Vision and scope#

Traditional data management often forces teams into binary choices: structured or unstructured, rigid or chaotic. Katalyst is an experimental framework aimed at enabling fast, low-risk evolution through progressive typing across bases and operations.

Database management is risky and rigid#

Backend architecture and database changes are frequently high-risk operations. Teams therefore wrap data systems in heavy governance for access control, schema changes, and migrations. Those controls are necessary, but the cost can make change rare. Rare change creates rigidity.

AI-native apps want flexibility#

AI-driven systems increasingly involve non-engineers designing prompts and workflows that generate and transform data. To move quickly, teams often store semi-structured or unstructured data.

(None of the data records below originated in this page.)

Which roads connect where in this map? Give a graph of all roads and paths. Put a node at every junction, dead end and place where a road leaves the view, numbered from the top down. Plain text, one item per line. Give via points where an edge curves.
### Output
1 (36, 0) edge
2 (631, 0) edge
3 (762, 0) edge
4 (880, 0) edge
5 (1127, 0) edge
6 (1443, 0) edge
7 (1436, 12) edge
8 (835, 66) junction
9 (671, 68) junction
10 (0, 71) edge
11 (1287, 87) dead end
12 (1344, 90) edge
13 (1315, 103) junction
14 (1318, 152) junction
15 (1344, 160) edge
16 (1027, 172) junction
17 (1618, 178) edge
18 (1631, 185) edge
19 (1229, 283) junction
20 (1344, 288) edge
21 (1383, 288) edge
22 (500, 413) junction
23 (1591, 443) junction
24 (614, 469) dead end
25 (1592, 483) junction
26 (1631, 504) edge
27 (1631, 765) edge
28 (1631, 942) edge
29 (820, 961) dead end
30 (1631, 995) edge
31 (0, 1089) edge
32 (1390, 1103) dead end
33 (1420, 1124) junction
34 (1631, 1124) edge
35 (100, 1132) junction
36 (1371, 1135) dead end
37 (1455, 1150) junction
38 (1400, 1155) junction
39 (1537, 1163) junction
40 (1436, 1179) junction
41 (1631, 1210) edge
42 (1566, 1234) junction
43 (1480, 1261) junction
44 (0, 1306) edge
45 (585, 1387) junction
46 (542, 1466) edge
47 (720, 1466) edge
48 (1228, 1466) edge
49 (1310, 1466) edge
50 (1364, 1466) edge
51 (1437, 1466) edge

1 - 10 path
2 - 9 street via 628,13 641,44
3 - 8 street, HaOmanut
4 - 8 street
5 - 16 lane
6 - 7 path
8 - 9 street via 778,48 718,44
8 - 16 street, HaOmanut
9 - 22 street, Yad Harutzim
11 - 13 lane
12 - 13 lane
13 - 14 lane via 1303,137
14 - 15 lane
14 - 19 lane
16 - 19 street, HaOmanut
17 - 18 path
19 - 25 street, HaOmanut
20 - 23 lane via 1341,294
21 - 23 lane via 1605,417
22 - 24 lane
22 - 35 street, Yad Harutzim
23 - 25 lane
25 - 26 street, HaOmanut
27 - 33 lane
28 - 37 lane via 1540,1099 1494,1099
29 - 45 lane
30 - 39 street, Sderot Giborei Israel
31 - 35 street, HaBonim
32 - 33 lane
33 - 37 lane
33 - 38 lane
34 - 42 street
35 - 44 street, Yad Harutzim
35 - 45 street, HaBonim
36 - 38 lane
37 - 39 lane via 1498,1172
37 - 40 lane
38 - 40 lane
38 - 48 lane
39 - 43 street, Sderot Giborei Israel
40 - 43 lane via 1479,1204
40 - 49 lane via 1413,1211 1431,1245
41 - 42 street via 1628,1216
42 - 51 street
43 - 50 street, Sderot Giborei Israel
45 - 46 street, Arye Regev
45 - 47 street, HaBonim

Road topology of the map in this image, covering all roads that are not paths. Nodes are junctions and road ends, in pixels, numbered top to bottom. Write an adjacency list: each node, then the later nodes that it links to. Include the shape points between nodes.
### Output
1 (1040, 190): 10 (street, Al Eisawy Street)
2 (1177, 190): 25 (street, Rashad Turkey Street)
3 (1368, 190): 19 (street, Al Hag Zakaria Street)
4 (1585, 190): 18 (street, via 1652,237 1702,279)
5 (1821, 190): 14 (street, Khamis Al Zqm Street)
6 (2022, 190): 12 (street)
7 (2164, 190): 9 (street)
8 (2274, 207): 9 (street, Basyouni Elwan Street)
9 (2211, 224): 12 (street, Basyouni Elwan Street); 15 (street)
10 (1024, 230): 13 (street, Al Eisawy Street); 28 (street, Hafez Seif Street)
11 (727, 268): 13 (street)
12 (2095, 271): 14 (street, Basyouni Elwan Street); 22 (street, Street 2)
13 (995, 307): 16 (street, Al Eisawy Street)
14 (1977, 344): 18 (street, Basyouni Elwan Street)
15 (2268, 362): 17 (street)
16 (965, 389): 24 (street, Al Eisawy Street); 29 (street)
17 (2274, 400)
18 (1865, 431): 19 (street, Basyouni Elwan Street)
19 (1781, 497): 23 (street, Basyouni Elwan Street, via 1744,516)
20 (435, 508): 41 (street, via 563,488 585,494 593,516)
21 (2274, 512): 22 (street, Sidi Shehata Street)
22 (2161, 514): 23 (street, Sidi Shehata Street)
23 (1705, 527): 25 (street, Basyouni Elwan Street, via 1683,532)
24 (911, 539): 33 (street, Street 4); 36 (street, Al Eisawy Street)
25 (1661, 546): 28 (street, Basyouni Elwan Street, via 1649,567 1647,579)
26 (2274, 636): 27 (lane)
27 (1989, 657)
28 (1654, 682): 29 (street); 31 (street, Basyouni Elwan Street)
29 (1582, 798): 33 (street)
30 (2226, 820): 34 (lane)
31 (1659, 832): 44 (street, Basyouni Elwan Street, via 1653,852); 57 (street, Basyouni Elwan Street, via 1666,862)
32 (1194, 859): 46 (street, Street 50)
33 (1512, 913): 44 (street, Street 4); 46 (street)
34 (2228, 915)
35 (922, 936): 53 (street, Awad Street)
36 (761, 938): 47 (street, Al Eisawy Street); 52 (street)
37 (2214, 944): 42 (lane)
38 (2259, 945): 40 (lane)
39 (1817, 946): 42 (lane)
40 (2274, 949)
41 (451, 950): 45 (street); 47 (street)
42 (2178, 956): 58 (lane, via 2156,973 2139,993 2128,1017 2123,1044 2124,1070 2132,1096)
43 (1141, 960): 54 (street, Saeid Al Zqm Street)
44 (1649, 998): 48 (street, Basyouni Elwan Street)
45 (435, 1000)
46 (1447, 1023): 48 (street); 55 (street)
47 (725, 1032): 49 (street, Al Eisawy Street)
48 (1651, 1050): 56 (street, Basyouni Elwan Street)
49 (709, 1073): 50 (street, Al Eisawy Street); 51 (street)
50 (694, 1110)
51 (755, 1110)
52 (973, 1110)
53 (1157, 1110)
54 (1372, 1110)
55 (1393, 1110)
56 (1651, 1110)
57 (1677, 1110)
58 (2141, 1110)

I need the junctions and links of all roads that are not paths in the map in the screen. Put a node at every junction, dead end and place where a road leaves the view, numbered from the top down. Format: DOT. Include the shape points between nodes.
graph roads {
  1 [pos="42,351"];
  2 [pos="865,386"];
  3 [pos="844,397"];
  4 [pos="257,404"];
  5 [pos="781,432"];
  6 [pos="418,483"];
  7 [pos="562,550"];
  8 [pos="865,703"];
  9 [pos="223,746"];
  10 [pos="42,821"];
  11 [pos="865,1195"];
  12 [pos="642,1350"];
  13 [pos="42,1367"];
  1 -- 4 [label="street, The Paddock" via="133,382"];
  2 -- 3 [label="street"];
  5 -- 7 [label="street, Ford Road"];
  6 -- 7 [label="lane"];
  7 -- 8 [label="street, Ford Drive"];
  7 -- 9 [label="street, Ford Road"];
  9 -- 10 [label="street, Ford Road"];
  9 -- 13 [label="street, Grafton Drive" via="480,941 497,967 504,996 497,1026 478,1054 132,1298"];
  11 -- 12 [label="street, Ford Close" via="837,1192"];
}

Over time, familiar pain appears:

  1. More frequent bugs.
  2. Slower debugging and incident resolution.
  3. Confusion around ownership and system boundaries.
  4. Hard-to-read workflows and data paths.
  5. Risky refactors and fragile changes.
  6. Fewer bugs caught before production.
  7. Growing dependence on manual QA.

Move past the structured/unstructured dichotomy#

When schema changes are rare and expensive, teams are pushed toward two bad extremes: rigid systems with high coordination costs, or flexible systems with weak guarantees.

Katalyst explores a third path: make schema changes fast and safe enough that teams can progressively add structure as it becomes necessary.

This follows a proven pattern from the application layer (TypeScript, mypy, Pydantic) and extends it deeper into storage systems.

What Katalyst is#

Katalyst is an experimental framework for progressive typing in the storage layer, designed for AI-readiness:

  • Validate content across structured and unstructured forms.
  • Apply one validation model across filesystems and databases.
  • Use validation rules not only for checks, but as primitives for migration and system evolution.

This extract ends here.